Capítulo 942
Sus ojos lo habían dicho todo, y Manley sintió una punzada de tristeza. Inmediatamente dijo: “Olvídalo, olvídalo. Si no aprovechas una oportunidad tan dorada, no esperes que te muestre
misericordia cuando te arrepientas más tarde.”
Dejó caer la mano y luego la agarró de la muñeca: ‘Ven, vamos a comer bien’.
La llevó a dar un paseo, le entregó una copa de vino, “Puedes emborracharte esta noche, estoy aquí. ¡Te garantizo que llegarás a casa sano y salvo! Estelle tomó un sorbo de vino y murmuró. “La única razón por la que me siento inseguro es porque estás aquí”.
“Estelle, confías en todos menos en Mel Manley, se quejó.
“De ninguna manera, quien me permitió conocerte tan bien, Estelle no pudo evitar reírse.
“¿Me entiendes?” Manley se acercó, sus ojos brillaron y susurró seductoramente: “¿Por qué no me entiendes completamente esta noche?” La sonrisa de Estelle se congeló y apretó los dientes con molestia: “Manley, si ya no quieres ser mi amigo, solo dilo”.
“Eres tan irresponsable”, resopló Manley, “Cuando te aprovechas de mí, te acercas a mí, y cuando terminas de usarme, me abandonas sin piedad”.
Los ojos de Estelle se abrieron un poco. “¿Quién te está utilizando? ¿Quién se acercó a ti?
¡Claramente fue él quien dio el primer paso!
“Dime, ¿no te ayudé hace un momento?” Manley levantó una ceja
Estelle pensó que estaba siendo infantil y apartó la cabeza y lo ignoró.
No muy lejos, Jonathan estaba siendo brindado por un grupo de conocidos.
En medio de su conversación, miró casualmente a la sección de postres y vio a Estelle sonriendo, con ojos complicados.
Más tarde aquella noche. Estelle se despidió de Gwen y se fue temprano.
Jonathan ya no estaba al lado de Gwen; parece que se había encontrado con algunos amigos de negocios y había salido a charlar.
Owen se despidió de Estelle con una cara feliz, “Craig no pudo asistir hoy. Tendremos que invitarte a ti y a Manley a cenar en algún momento. Ustedes siempre nos han tratado, ahora nos toca a nosotros devolverles el favor.
Estelle respondió con frialdad. “Seguro.
Manley, sosteniendo la mano de Estelle, se rió suavemente, “Vamos.

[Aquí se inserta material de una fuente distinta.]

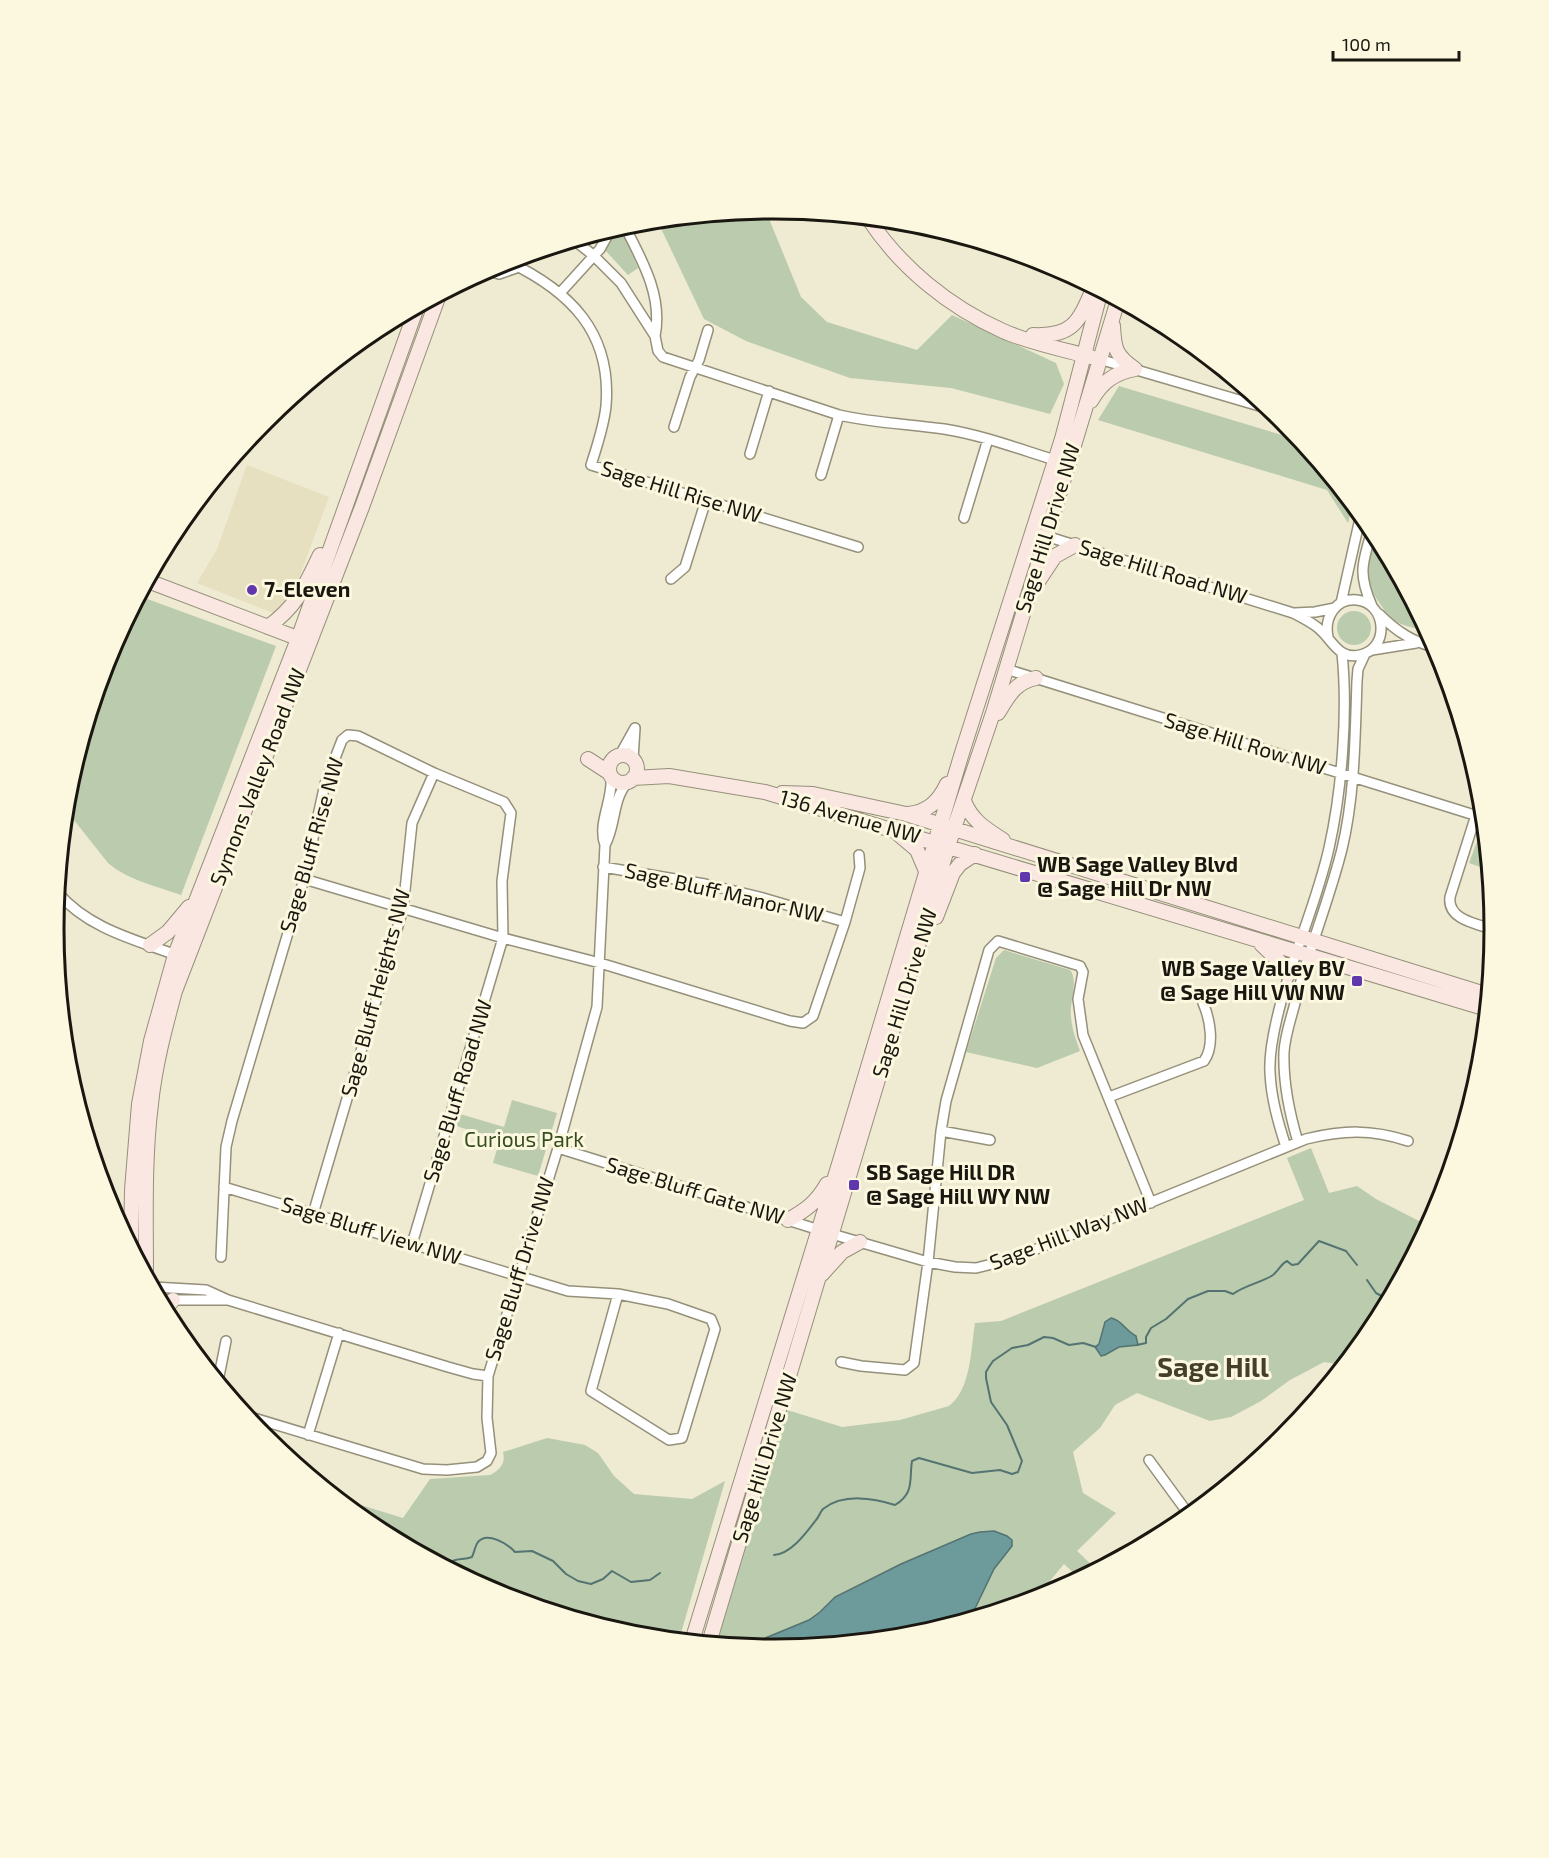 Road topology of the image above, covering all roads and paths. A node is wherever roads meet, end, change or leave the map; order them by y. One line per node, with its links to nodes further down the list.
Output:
1 (873, 226): 15 (street)
2 (629, 235): 16 (street)
3 (606, 240): 5 (street)
4 (582, 246): 5 (street)
5 (593, 255): 7 (street); 16 (street)
6 (519, 267): 7 (street, Sage Hill Rise NW)
7 (560, 293): 31 (street, Sage Hill Rise NW)
8 (1091, 293): 15 (street)
9 (1099, 297): 17 (street, Sage Hill Drive NW)
10 (436, 305): 47 (street, Symons Valley Road NW)
11 (1116, 306): 12 (street, Sage Hill Drive NW)
12 (1113, 316): 18 (street, Sage Hill Drive NW); 20 (street)
13 (413, 318): 36 (street, Symons Valley Road NW)
14 (708, 330): 19 (street)
15 (1004, 332): 17 (street); 22 (street)
16 (655, 336): 19 (street)
17 (1083, 355): 18 (street); 22 (street, Sage Hill Drive NW)
18 (1099, 359): 20 (street); 25 (street, Sage Hill Drive NW)
19 (695, 367): 21 (street); 26 (street)
20 (1135, 369): 23 (street); 25 (street)
21 (769, 391): 24 (street); 28 (street)
22 (1072, 394): 29 (street, Sage Hill Drive NW)
23 (1252, 404)
24 (839, 415): 27 (street); 30 (street)
25 (1082, 415): 34 (street, Sage Hill Drive NW)
26 (674, 427)
27 (988, 439): 29 (street); 32 (street)
28 (750, 454)
29 (1055, 460): 34 (street, Sage Hill Drive NW)
30 (820, 475)
31 (706, 500): 38 (street, Sage Hill Rise NW); 39 (street)
32 (964, 518)
33 (1358, 525): 42 (street)
34 (1039, 534): 37 (street, Sage Hill Road NW); 41 (street, Sage Hill Drive NW); 54 (street, Sage Hill Drive NW)
35 (1369, 542): 43 (street)
36 (332, 543): 45 (street); 47 (street, Symons Valley Road NW)
37 (1075, 545): 41 (street); 44 (street, Sage Hill Road NW)
38 (858, 547)
39 (671, 579)
40 (155, 584): 45 (street)
41 (1027, 600): 52 (street, Sage Hill Drive NW)
42 (1338, 605): 43 (street); 44 (street, Sage Hill Road NW); 46 (street)
43 (1375, 610): 48 (street); 50 (street)
44 (1293, 613): 46 (street, Sage Hill Road NW)
45 (268, 627): 47 (street)
46 (1328, 637): 51 (street)
47 (304, 641): 79 (street, Symons Valley Road NW); 90 (street, Symons Valley Road NW)
48 (1416, 643): 49 (street); 50 (street)
49 (1425, 645)
50 (1368, 652): 51 (street); 61 (street)
51 (1342, 653): 59 (street)
52 (1006, 669): 53 (street, Sage Hill Row NW); 55 (street, Sage Hill Drive NW)
53 (1036, 678): 55 (street); 59 (street, Sage Hill Row NW)
54 (969, 730): 55 (street); 56 (street, Sage Hill Drive NW)
55 (985, 736): 64 (street, Sage Hill Drive NW)
56 (961, 756): 65 (street); 67 (street, Sage Hill Drive NW)
57 (620, 764): 60 (street, 136 Avenue NW); 62 (street); 62 (street); 72 (street, Sage Bluff Drive NW)
58 (434, 773): 78 (street, Sage Bluff Rise NW); 81 (street, Sage Bluff Heights NW); 84 (street, Sage Bluff Rise NW)
59 (1341, 774): 61 (street, Sage Hill Row NW); 86 (street)
60 (669, 776): 62 (street, 136 Avenue NW); 63 (street, 136 Avenue NW)
61 (1354, 778): 66 (street, Sage Hill Row NW); 86 (street)
62 (630, 781): 72 (street, Sage Bluff Drive NW)
63 (765, 792): 65 (street, 136 Avenue NW); 70 (street, 136 Avenue NW)
64 (964, 801): 69 (street, Sage Hill Drive NW); 73 (street)
65 (906, 814): 67 (street, 136 Avenue NW)
66 (1475, 815)
67 (940, 825): 69 (street, 136 Avenue NW); 71 (street, Sage Hill Drive NW)
68 (1477, 826): 83 (street)
69 (954, 830): 71 (street, Sage Hill Drive NW); 73 (street, 136 Avenue NW)
70 (894, 831): 71 (street, 136 Avenue NW); 77 (street)
71 (942, 844): 74 (street, 136 Avenue NW); 77 (street, Sage Hill Drive NW); 88 (street, Sage Hill Drive NW)
72 (605, 845): 76 (street, Sage Bluff Drive NW)
73 (1020, 850): 86 (street)
74 (975, 854): 85 (street, 136 Avenue NW); 88 (street)
75 (859, 855): 82 (street)
76 (603, 867): 82 (street, Sage Bluff Manor NW); 91 (street, Sage Bluff Drive NW)
77 (926, 871): 103 (street, Sage Hill Drive NW)
78 (304, 879): 81 (street); 104 (street, Sage Bluff Rise NW)
79 (198, 895): 87 (street); 90 (street, Symons Valley Road NW)
80 (65, 901): 87 (street)
81 (403, 909): 84 (street); 106 (street, Sage Bluff Heights NW)
82 (845, 922): 91 (street, Sage Bluff Manor NW)
83 (1484, 926)
84 (503, 938): 91 (street); 111 (street, Sage Bluff Road NW)
85 (1257, 940): 89 (street, 136 Avenue NW); 92 (street)
86 (1307, 940): 89 (street); 93 (street)
87 (150, 945): 90 (street)
88 (917, 953): 109 (street, Sage Hill Drive NW)
89 (1302, 954): 92 (street); 95 (street, 136 Avenue NW); 100 (street)
90 (181, 957): 108 (street, Symons Valley Road NW); 113 (street, Symons Valley Road NW)
91 (600, 963): 102 (street, Sage Bluff Drive NW)
92 (1288, 975): 101 (street)
93 (1481, 993)
94 (1203, 1003): 96 (street)
95 (1480, 1007)
96 (1109, 1097): 97 (street); 105 (street)
97 (941, 1131): 98 (street); 114 (street)
98 (990, 1140)
99 (1408, 1141): 100 (street, Sage Hill Way NW)
100 (1298, 1142): 101 (street, Sage Hill Way NW)
101 (1286, 1147): 105 (street, Sage Hill Way NW)
102 (558, 1148): 107 (street, Sage Bluff Gate NW); 115 (street, Sage Bluff Drive NW)
103 (839, 1164): 107 (street); 109 (street, Sage Hill Drive NW)
104 (224, 1187): 106 (street, Sage Bluff View NW); 112 (street, Sage Bluff Rise NW)
105 (1151, 1203): 114 (street, Sage Hill Way NW)
106 (314, 1214): 111 (street, Sage Bluff View NW)
107 (788, 1220): 109 (street, Sage Bluff Gate NW)
108 (131, 1227)
109 (825, 1232): 110 (street, Sage Hill Way NW); 116 (street, Sage Hill Drive NW); 130 (street, Sage Hill Drive NW)
110 (860, 1242): 114 (street, Sage Hill Way NW); 116 (street)
111 (412, 1244): 115 (street, Sage Bluff View NW)
112 (221, 1257)
113 (146, 1258)
114 (928, 1262): 123 (street)
115 (517, 1275): 118 (street, Sage Bluff View NW); 125 (street, Sage Bluff Drive NW)
116 (820, 1275): 131 (street, Sage Hill Drive NW)
117 (162, 1288): 119 (street)
118 (618, 1294): 118 (street, Sage Bluff View NW)
119 (228, 1299): 120 (street); 121 (street)
120 (171, 1303)
121 (339, 1333): 125 (street); 127 (street)
122 (226, 1341): 124 (street)
123 (841, 1362)
124 (220, 1372)
125 (488, 1376): 127 (street, Sage Bluff Drive NW)
126 (263, 1421): 127 (street, Sage Bluff Drive NW)
127 (308, 1435)
128 (1149, 1460): 129 (street)
129 (1185, 1508)
130 (694, 1634)
131 (711, 1636) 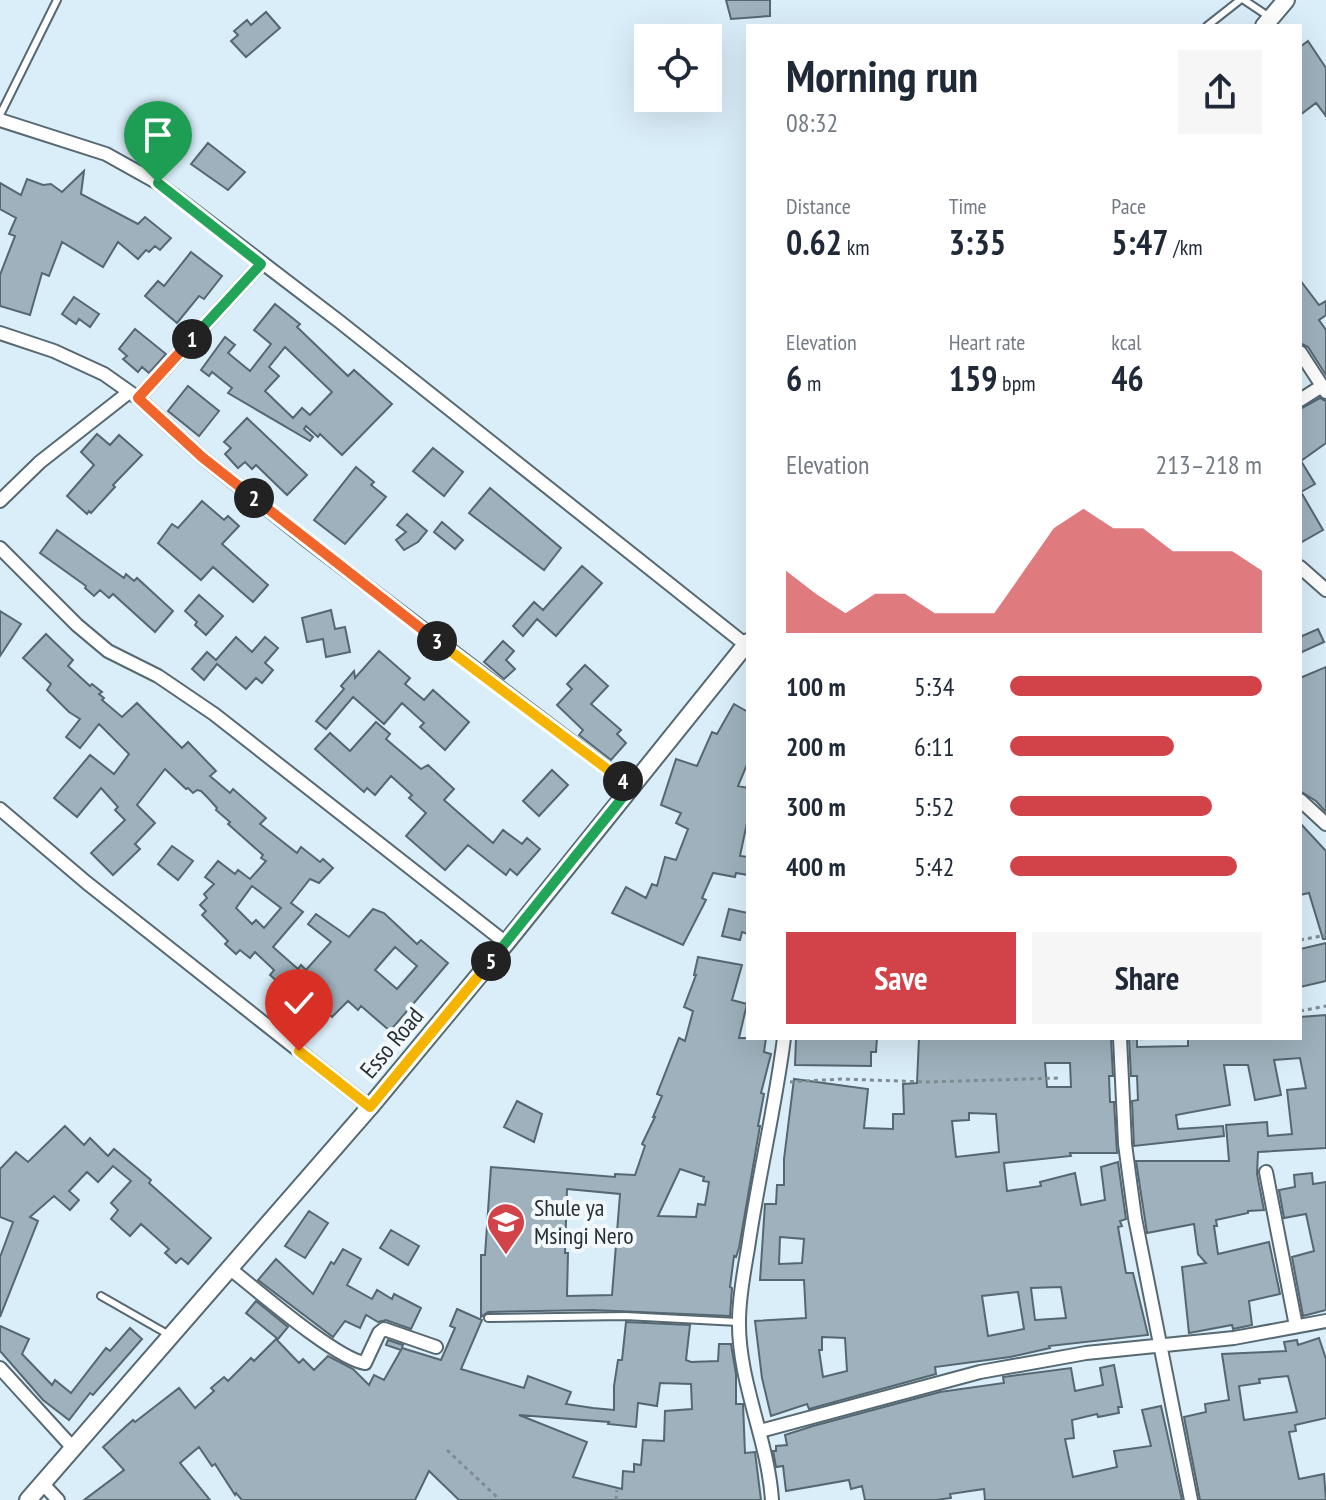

Gwen tiene una operación de nariz que atender después de la fiesta, no quiero retrasarla”
La sonrisa de Gwen se congeló en su rostro.
Estelle dio media vuelta y se fue.
“¡Realmente no puedo entender el gusto de Jonathan!” Manley rió fríamente mientras conducía.
Estelle miró por la ventana la escena nocturna y no dijo una palabra.
Manley miró su perfil, “¿En qué estás pensando?”
“Nada, el alcohol me está mareando”, Estelle cerró los ojos y apoyó la frente en la ventana.
Manley no la molestó más, solo se quitó la chaqueta y la cubrió con ella.
El coche estaba lleno de relajantes canciones en inglés. Estelle se durmió lentamente, pero su sueño era inquieto. Tal vez fuera el alcohol, pero tenía el ceño fruncido.
Cuando llegaron a su complejo de apartamentos, Manley no la despertó, solo la miró a la cara durante un rato.
Después de un rato, Estelle se despertó repentinamente de su sueño. Tenía una capa de sudor en la frente y miraba fijamente algo
Manley inmediatamente se inclinó más cerca y le tocó suavemente la cabeza. “¿Tuviste una pesadilla?”
Estelle gradualmente se volvió más consciente y se dio cuenta de que el auto ya se había detenido.
Se arregló la ropa y movió lentamente su cuello rígido, diciendo con calma: “Tim sube las escaleras ahora. Ten cuidado en tu camino”.
“¿No me vas a invitar a subir?” Manley se quejo un poco
Estelle lo miró y bromeó: “Me temo que te echaría de la cama”.
Manley se rió. “Incluso si tuviera que dormir debajo de la cama, todavía estaría dispuesto
“Deja de decir tonterías, es tarde. Ve a casa temprano”, dijo Estelle, y luego cerró la puerta del auto.